## Exercise aim
Take each line of the data that contains the string "aside" and copy it.

Data to process section start

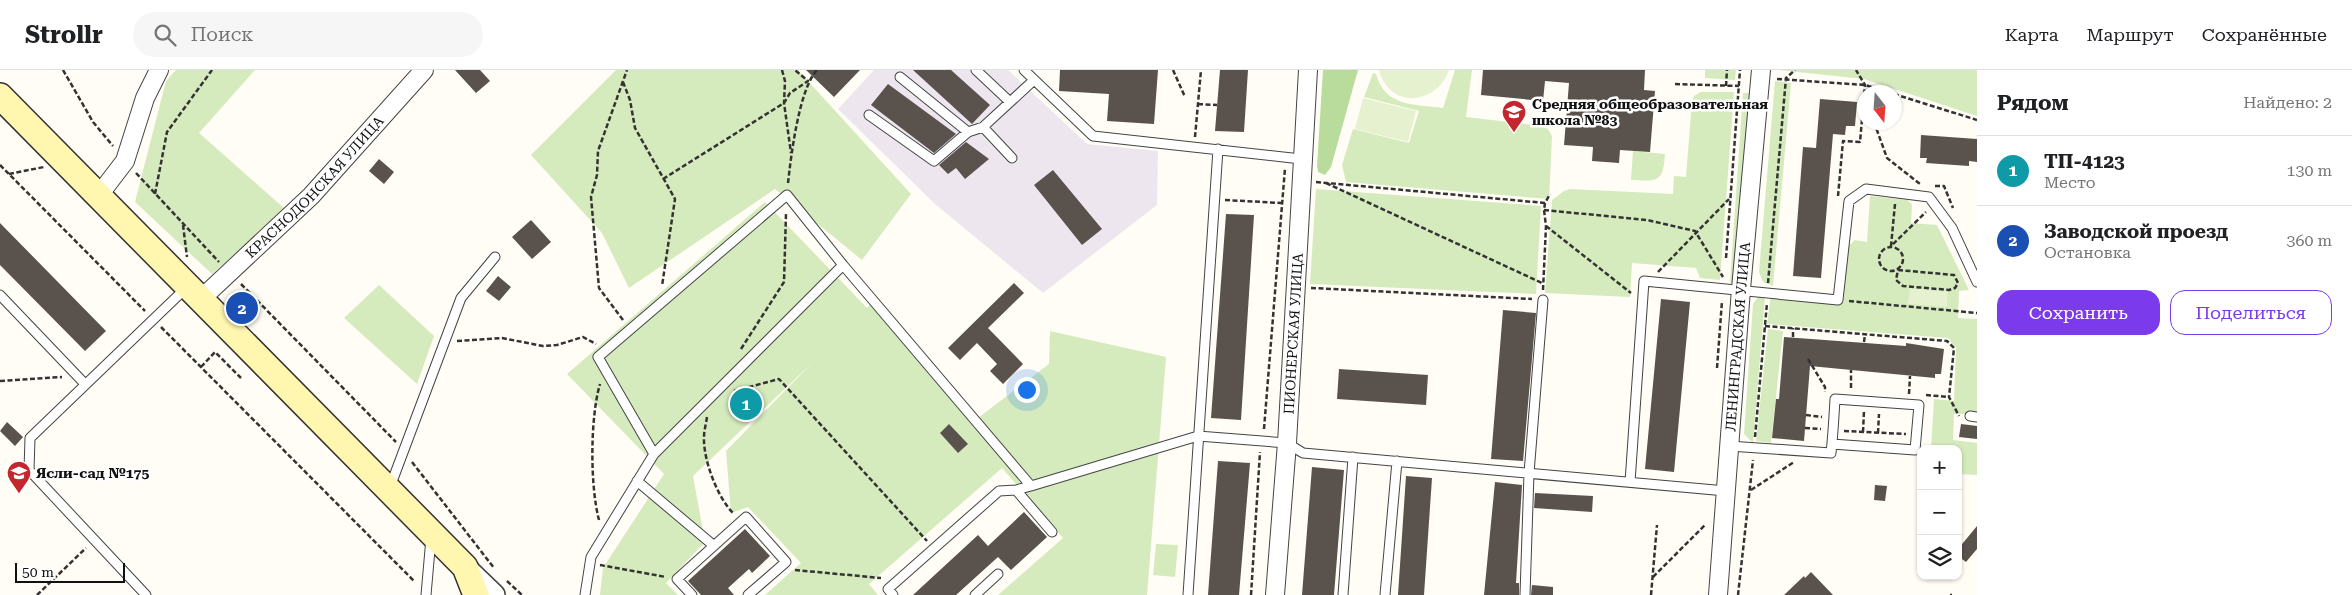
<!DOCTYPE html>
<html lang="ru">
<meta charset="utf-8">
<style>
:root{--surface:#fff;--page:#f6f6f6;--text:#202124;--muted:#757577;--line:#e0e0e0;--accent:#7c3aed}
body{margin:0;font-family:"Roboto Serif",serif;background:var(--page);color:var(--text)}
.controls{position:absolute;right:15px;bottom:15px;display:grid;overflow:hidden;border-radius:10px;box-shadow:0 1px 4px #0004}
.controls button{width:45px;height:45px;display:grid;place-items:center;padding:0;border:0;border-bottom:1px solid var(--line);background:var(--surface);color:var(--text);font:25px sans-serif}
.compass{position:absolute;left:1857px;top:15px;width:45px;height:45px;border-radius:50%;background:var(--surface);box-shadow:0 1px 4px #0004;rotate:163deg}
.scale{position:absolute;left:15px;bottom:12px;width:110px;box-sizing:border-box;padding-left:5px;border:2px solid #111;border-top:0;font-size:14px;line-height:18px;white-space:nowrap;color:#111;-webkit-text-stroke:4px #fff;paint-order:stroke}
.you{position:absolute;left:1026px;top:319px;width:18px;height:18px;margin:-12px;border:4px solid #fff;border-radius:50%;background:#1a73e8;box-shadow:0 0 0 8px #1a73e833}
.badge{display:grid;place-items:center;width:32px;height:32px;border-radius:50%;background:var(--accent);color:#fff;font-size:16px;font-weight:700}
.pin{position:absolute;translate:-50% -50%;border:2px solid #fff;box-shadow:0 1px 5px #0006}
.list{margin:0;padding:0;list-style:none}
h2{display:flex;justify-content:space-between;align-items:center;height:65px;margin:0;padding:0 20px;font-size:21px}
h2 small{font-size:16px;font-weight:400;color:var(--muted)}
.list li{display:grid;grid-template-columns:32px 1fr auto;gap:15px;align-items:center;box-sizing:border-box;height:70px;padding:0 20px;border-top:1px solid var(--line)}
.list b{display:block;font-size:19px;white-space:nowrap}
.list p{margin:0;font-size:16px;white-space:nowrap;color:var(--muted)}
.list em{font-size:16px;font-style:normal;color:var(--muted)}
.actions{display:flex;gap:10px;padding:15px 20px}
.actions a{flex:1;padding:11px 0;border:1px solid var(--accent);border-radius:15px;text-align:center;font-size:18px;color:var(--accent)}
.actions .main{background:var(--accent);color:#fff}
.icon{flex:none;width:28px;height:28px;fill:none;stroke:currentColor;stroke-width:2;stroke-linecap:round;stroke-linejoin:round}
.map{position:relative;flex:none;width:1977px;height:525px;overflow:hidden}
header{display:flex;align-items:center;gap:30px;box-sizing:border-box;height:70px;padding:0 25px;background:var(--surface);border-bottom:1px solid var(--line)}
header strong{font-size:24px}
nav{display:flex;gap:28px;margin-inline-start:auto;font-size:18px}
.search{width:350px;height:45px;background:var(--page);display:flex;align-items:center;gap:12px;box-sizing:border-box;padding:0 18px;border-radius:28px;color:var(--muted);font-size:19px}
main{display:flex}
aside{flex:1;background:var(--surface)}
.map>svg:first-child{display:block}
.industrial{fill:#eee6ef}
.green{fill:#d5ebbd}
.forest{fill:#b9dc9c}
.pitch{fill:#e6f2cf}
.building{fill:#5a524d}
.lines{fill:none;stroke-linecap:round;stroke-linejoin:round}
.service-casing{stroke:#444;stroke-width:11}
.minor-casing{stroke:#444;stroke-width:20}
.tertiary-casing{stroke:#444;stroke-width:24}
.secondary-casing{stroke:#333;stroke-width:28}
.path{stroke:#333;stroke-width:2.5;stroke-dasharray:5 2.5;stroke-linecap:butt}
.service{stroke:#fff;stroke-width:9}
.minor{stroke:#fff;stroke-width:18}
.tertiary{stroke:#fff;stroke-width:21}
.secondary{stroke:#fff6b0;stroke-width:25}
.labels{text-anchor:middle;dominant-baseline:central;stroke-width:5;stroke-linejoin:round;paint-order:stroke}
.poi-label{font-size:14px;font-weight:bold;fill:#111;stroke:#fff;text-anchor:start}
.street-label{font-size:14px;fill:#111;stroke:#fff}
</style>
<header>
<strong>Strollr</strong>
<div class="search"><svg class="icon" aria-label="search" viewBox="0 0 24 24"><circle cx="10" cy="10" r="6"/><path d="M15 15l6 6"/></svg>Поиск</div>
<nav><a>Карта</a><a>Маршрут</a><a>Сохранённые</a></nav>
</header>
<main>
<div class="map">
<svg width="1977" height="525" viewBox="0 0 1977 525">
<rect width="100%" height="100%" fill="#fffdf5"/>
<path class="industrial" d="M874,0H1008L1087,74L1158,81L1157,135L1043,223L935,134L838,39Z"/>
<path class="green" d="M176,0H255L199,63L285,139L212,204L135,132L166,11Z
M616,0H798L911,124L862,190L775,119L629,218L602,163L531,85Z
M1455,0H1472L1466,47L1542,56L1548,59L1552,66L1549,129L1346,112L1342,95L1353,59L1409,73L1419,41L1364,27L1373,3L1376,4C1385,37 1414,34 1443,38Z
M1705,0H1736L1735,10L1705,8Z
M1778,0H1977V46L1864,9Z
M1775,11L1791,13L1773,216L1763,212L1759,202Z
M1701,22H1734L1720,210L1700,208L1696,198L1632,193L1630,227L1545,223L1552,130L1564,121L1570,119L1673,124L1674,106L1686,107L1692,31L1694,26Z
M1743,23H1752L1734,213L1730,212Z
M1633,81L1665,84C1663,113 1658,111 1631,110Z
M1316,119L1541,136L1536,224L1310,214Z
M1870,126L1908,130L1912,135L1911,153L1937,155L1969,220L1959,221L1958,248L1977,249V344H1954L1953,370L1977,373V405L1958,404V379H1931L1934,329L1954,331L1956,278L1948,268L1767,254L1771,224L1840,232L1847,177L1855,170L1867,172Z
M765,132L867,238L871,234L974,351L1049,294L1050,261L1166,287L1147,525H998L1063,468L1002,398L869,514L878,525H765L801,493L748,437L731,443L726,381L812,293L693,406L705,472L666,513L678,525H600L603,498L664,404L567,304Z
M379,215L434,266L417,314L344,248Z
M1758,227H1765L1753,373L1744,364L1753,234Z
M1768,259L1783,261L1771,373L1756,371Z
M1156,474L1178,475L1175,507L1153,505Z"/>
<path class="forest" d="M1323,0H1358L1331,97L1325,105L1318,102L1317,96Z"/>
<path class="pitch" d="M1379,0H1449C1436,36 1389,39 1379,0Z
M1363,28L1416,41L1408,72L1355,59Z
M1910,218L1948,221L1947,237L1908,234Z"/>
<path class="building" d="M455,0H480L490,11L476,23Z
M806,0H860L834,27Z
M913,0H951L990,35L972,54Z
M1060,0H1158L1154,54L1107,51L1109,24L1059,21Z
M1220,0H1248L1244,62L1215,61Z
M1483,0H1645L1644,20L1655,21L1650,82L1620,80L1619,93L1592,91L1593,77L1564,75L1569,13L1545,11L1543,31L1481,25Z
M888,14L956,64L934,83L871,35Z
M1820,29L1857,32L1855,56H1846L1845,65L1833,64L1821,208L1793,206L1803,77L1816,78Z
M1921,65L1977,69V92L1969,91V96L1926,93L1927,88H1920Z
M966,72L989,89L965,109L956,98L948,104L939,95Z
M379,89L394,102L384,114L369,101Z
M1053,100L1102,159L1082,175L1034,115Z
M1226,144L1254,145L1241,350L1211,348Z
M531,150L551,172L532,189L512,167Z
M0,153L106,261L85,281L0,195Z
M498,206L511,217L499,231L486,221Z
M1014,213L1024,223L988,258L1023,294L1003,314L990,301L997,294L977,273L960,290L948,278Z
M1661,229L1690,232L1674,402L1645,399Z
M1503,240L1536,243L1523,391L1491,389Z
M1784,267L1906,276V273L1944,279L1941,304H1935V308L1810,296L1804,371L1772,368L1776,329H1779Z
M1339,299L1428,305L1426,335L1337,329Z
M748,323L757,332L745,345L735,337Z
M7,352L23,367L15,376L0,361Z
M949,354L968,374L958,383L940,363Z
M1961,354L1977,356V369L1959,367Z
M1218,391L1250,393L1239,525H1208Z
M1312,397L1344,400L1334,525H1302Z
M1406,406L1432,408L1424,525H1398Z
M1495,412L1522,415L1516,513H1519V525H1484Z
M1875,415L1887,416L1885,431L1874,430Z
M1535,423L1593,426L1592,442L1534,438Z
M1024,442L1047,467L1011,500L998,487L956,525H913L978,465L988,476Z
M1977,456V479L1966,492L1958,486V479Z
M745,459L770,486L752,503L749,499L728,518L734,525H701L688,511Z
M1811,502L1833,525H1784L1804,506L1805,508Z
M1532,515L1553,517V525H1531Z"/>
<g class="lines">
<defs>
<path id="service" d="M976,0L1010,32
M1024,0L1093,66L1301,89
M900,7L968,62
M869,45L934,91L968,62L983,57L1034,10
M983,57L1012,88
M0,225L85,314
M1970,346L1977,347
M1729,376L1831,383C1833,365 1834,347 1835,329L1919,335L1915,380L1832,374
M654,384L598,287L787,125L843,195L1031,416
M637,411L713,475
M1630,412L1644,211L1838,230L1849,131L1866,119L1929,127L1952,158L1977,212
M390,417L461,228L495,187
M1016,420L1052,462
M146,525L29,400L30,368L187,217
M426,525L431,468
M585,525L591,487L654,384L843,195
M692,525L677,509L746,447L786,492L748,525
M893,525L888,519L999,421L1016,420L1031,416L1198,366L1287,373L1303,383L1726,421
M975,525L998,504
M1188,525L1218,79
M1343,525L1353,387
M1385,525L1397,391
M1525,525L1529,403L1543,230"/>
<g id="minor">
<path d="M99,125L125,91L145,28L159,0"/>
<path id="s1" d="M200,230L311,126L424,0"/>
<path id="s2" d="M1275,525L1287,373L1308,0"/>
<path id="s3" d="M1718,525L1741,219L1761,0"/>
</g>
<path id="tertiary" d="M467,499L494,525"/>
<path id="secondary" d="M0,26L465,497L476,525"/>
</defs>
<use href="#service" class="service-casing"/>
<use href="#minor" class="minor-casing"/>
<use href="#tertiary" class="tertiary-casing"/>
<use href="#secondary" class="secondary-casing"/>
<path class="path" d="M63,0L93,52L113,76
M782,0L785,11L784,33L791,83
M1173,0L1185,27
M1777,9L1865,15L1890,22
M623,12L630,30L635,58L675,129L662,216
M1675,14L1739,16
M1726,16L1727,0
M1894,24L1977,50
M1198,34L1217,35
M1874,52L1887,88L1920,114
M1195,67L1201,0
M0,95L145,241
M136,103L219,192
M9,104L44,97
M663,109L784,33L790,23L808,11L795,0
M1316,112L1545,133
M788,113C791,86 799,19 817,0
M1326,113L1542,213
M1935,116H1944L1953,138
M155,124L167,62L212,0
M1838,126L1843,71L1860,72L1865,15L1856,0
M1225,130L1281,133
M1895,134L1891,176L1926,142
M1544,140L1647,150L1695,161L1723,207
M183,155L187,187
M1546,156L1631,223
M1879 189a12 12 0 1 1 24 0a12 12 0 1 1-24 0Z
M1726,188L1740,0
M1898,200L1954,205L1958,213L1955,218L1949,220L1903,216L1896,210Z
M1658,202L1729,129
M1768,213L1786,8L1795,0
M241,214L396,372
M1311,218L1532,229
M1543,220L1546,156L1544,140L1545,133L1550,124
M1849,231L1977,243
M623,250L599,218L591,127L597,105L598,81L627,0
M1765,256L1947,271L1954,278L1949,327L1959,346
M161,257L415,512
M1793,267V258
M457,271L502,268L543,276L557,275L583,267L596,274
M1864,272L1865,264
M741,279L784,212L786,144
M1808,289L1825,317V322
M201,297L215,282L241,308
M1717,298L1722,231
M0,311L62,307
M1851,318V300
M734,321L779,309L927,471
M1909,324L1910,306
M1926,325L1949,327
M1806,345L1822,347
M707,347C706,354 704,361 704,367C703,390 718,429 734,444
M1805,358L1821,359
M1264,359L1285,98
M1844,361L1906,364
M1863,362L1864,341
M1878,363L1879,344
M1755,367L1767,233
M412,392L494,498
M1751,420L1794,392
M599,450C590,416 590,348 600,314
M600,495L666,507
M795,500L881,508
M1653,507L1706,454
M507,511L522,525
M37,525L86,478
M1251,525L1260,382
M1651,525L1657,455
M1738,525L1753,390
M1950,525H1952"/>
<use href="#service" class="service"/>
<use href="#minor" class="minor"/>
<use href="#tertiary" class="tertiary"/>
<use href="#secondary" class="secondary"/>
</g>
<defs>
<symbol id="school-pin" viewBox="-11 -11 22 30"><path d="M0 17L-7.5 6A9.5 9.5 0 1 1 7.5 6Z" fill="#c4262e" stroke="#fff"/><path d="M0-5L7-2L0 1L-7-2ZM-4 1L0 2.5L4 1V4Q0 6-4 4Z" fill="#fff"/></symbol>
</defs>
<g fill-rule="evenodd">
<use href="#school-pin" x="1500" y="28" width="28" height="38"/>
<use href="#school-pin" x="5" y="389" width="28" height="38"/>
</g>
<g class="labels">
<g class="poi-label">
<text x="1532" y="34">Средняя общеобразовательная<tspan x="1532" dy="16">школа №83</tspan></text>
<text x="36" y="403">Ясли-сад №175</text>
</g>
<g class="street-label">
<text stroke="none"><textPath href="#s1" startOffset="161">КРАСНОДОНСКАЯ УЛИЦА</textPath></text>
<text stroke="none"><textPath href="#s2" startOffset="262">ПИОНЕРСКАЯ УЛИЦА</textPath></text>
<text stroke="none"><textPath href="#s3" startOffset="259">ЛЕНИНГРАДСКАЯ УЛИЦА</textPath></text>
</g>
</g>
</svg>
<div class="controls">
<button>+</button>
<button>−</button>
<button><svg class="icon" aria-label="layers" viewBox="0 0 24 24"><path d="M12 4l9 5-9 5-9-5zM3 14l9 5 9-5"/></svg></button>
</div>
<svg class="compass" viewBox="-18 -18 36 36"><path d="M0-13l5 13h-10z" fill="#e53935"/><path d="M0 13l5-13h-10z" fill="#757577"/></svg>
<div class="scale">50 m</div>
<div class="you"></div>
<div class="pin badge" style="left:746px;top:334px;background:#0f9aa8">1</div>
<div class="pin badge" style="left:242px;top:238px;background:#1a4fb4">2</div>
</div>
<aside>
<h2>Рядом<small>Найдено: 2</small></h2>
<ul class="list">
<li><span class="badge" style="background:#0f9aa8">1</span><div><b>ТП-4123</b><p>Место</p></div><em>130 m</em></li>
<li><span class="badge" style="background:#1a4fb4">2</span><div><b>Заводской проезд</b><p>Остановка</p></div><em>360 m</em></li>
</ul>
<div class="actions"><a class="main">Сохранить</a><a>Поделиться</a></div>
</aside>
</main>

Data to process section end

## Your response
aside{flex:1;background:var(--surface)}
<aside>
</aside>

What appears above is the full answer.